• _What is needed_
Below are some records; each one is to be set down again exactly.

• _Records provided_
»»
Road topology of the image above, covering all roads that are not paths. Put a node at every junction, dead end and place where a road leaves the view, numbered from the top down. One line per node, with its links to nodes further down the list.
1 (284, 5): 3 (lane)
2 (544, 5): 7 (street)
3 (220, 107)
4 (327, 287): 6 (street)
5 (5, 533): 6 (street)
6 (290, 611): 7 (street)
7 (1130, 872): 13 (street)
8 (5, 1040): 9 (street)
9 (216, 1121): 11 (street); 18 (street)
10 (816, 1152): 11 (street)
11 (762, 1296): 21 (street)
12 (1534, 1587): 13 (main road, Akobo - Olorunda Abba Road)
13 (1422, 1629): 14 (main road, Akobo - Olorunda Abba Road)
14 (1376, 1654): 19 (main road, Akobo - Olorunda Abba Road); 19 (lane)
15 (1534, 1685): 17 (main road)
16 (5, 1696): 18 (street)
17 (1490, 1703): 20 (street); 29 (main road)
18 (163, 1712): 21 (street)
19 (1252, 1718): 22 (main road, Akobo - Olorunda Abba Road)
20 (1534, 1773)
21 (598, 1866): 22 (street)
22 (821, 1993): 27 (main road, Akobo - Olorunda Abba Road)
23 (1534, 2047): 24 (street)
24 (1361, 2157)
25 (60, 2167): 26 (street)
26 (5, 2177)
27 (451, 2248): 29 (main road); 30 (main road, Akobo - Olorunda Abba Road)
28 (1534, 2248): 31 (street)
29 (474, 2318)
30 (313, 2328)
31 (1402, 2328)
««
• _Task solution_
Road topology of the image above, covering all roads that are not paths. Put a node at every junction, dead end and place where a road leaves the view, numbered from the top down. One line per node, with its links to nodes further down the list.
1 (284, 5): 3 (lane)
2 (544, 5): 7 (street)
3 (220, 107)
4 (327, 287): 6 (street)
5 (5, 533): 6 (street)
6 (290, 611): 7 (street)
7 (1130, 872): 13 (street)
8 (5, 1040): 9 (street)
9 (216, 1121): 11 (street); 18 (street)
10 (816, 1152): 11 (street)
11 (762, 1296): 21 (street)
12 (1534, 1587): 13 (main road, Akobo - Olorunda Abba Road)
13 (1422, 1629): 14 (main road, Akobo - Olorunda Abba Road)
14 (1376, 1654): 19 (main road, Akobo - Olorunda Abba Road); 19 (lane)
15 (1534, 1685): 17 (main road)
16 (5, 1696): 18 (street)
17 (1490, 1703): 20 (street); 29 (main road)
18 (163, 1712): 21 (street)
19 (1252, 1718): 22 (main road, Akobo - Olorunda Abba Road)
20 (1534, 1773)
21 (598, 1866): 22 (street)
22 (821, 1993): 27 (main road, Akobo - Olorunda Abba Road)
23 (1534, 2047): 24 (street)
24 (1361, 2157)
25 (60, 2167): 26 (street)
26 (5, 2177)
27 (451, 2248): 29 (main road); 30 (main road, Akobo - Olorunda Abba Road)
28 (1534, 2248): 31 (street)
29 (474, 2318)
30 (313, 2328)
31 (1402, 2328)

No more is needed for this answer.